* **Your instructions**: The response should contain all of the data below, reproduced exactly, and no pictures.

** Listed records follows **

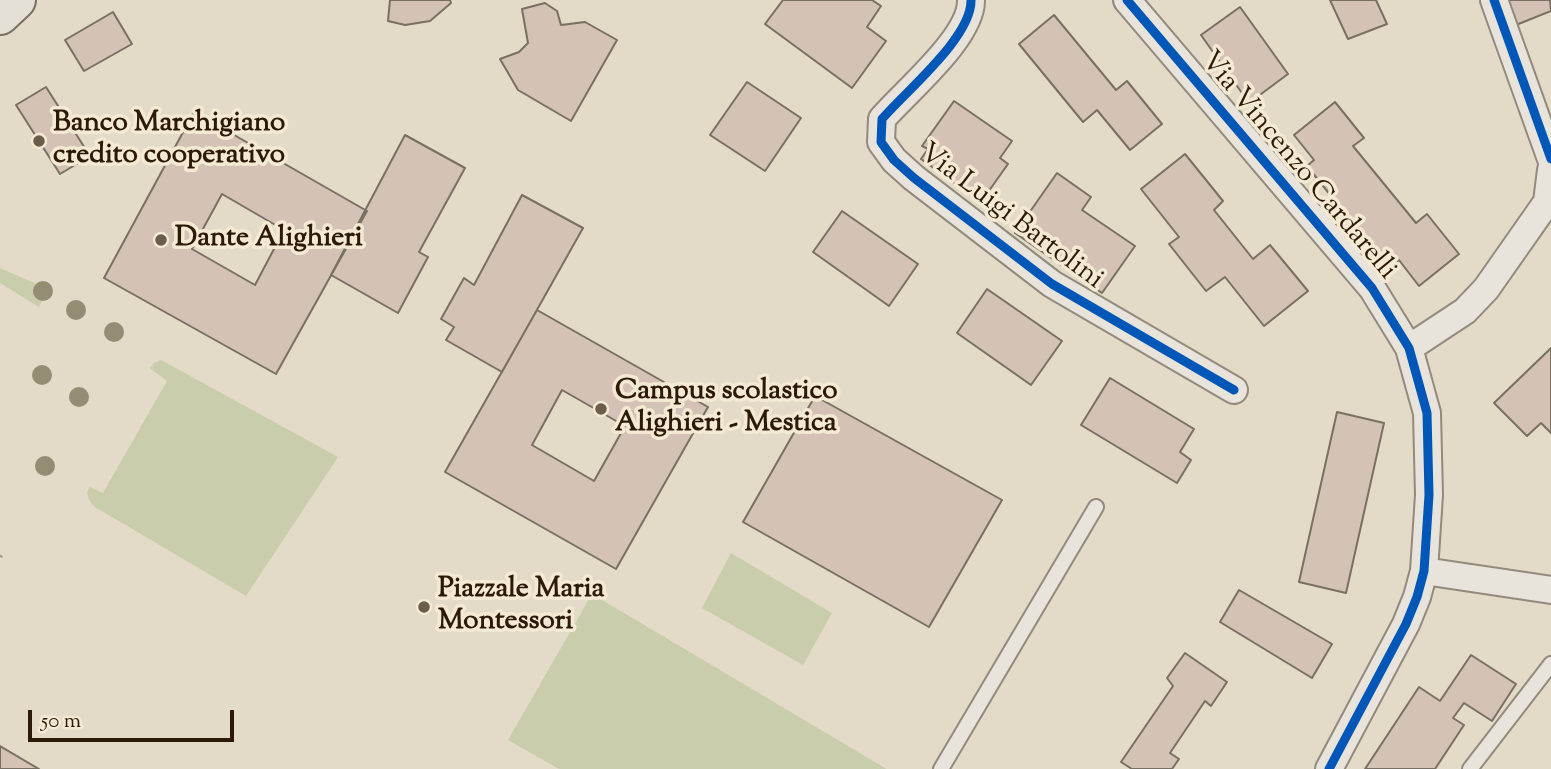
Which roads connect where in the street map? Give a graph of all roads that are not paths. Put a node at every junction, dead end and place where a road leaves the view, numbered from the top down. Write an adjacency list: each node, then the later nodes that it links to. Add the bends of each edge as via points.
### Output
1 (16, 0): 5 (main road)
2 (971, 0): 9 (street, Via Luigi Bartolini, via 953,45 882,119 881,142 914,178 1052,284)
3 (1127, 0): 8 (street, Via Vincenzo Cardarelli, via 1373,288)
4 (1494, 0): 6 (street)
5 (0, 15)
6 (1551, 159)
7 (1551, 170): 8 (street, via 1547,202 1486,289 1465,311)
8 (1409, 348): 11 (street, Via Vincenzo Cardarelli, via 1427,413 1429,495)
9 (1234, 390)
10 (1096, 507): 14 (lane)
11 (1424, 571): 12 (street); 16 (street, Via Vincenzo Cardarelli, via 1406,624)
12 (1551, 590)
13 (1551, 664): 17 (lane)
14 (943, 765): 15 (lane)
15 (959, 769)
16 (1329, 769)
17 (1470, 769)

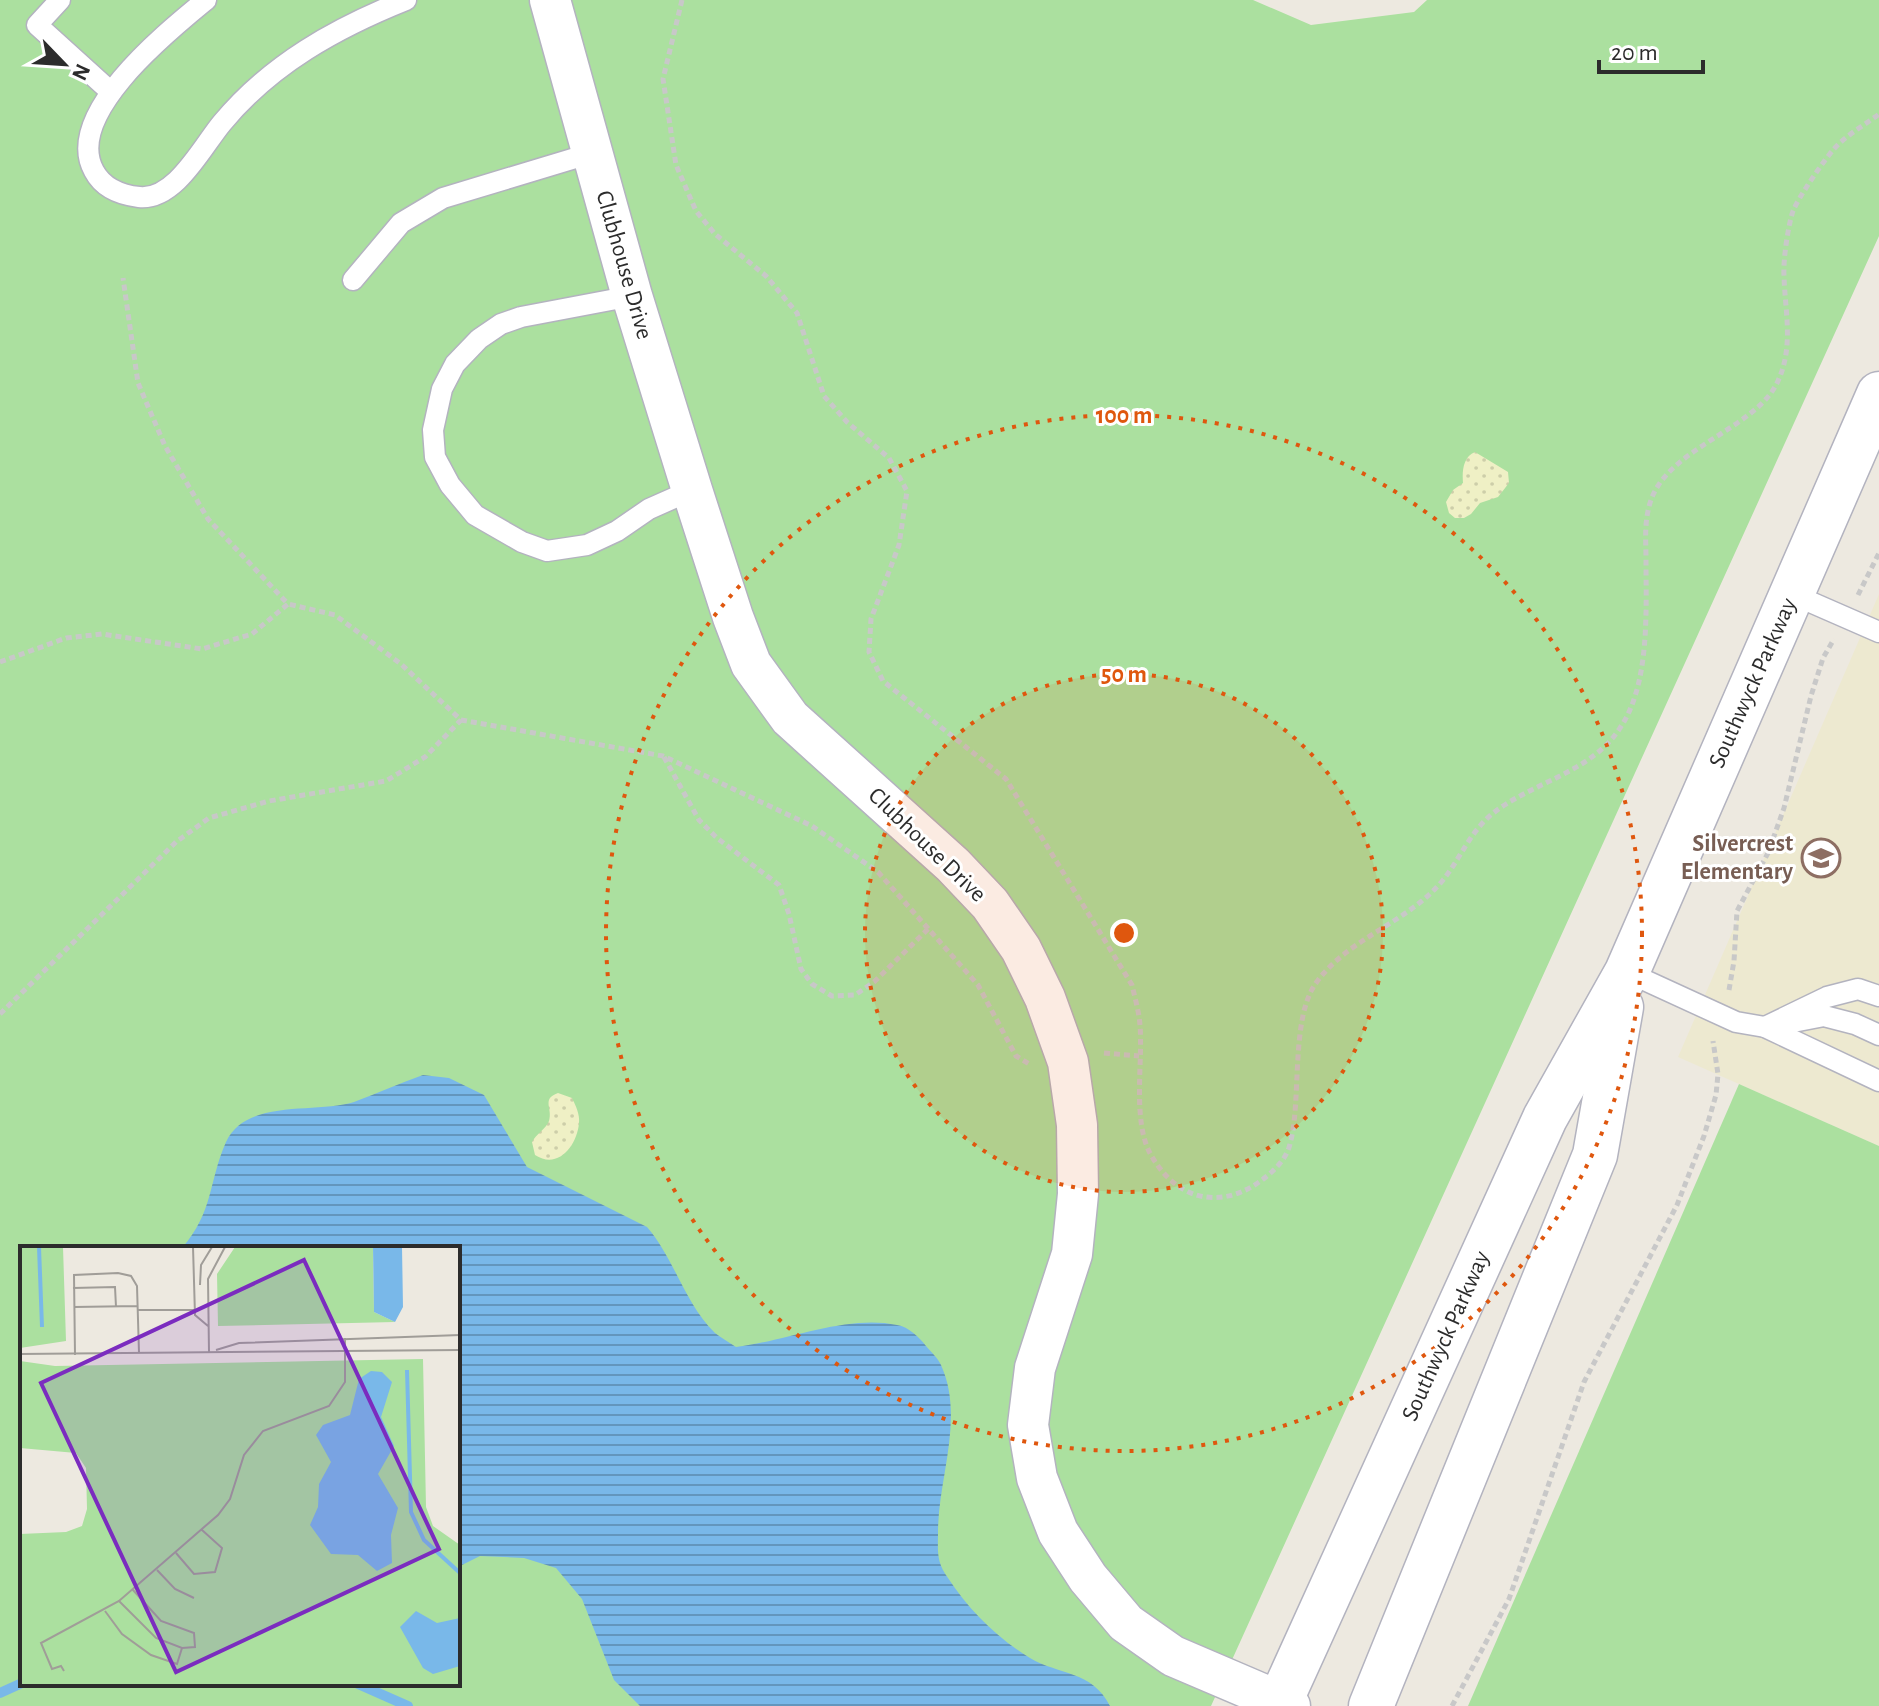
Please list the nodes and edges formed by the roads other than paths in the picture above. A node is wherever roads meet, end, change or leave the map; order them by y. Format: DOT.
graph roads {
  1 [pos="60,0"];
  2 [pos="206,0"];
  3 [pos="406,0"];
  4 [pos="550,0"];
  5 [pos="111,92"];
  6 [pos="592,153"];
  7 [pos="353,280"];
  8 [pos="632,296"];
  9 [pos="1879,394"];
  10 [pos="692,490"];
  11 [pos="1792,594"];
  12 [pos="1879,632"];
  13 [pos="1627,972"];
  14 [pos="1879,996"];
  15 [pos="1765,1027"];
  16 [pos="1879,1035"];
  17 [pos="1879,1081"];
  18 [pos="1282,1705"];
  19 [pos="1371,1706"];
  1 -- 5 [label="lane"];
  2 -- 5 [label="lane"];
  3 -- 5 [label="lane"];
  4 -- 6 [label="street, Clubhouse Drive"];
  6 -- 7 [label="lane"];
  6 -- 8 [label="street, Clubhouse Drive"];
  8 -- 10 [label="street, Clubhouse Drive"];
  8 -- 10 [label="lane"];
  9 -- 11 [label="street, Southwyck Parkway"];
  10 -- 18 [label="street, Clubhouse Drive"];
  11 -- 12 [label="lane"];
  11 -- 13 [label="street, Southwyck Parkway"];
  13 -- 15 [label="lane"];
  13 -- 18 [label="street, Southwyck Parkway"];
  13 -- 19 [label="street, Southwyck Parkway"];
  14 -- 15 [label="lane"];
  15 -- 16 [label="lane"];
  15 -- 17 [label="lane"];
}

** End of Listed records **

* **Final answer**:
Which roads connect where in the street map? Give a graph of all roads that are not paths. Put a node at every junction, dead end and place where a road leaves the view, numbered from the top down. Write an adjacency list: each node, then the later nodes that it links to. Add the bends of each edge as via points.
### Output
1 (16, 0): 5 (main road)
2 (971, 0): 9 (street, Via Luigi Bartolini, via 953,45 882,119 881,142 914,178 1052,284)
3 (1127, 0): 8 (street, Via Vincenzo Cardarelli, via 1373,288)
4 (1494, 0): 6 (street)
5 (0, 15)
6 (1551, 159)
7 (1551, 170): 8 (street, via 1547,202 1486,289 1465,311)
8 (1409, 348): 11 (street, Via Vincenzo Cardarelli, via 1427,413 1429,495)
9 (1234, 390)
10 (1096, 507): 14 (lane)
11 (1424, 571): 12 (street); 16 (street, Via Vincenzo Cardarelli, via 1406,624)
12 (1551, 590)
13 (1551, 664): 17 (lane)
14 (943, 765): 15 (lane)
15 (959, 769)
16 (1329, 769)
17 (1470, 769)

Please list the nodes and edges formed by the roads other than paths in the picture above. A node is wherever roads meet, end, change or leave the map; order them by y. Format: DOT.
graph roads {
  1 [pos="60,0"];
  2 [pos="206,0"];
  3 [pos="406,0"];
  4 [pos="550,0"];
  5 [pos="111,92"];
  6 [pos="592,153"];
  7 [pos="353,280"];
  8 [pos="632,296"];
  9 [pos="1879,394"];
  10 [pos="692,490"];
  11 [pos="1792,594"];
  12 [pos="1879,632"];
  13 [pos="1627,972"];
  14 [pos="1879,996"];
  15 [pos="1765,1027"];
  16 [pos="1879,1035"];
  17 [pos="1879,1081"];
  18 [pos="1282,1705"];
  19 [pos="1371,1706"];
  1 -- 5 [label="lane"];
  2 -- 5 [label="lane"];
  3 -- 5 [label="lane"];
  4 -- 6 [label="street, Clubhouse Drive"];
  6 -- 7 [label="lane"];
  6 -- 8 [label="street, Clubhouse Drive"];
  8 -- 10 [label="street, Clubhouse Drive"];
  8 -- 10 [label="lane"];
  9 -- 11 [label="street, Southwyck Parkway"];
  10 -- 18 [label="street, Clubhouse Drive"];
  11 -- 12 [label="lane"];
  11 -- 13 [label="street, Southwyck Parkway"];
  13 -- 15 [label="lane"];
  13 -- 18 [label="street, Southwyck Parkway"];
  13 -- 19 [label="street, Southwyck Parkway"];
  14 -- 15 [label="lane"];
  15 -- 16 [label="lane"];
  15 -- 17 [label="lane"];
}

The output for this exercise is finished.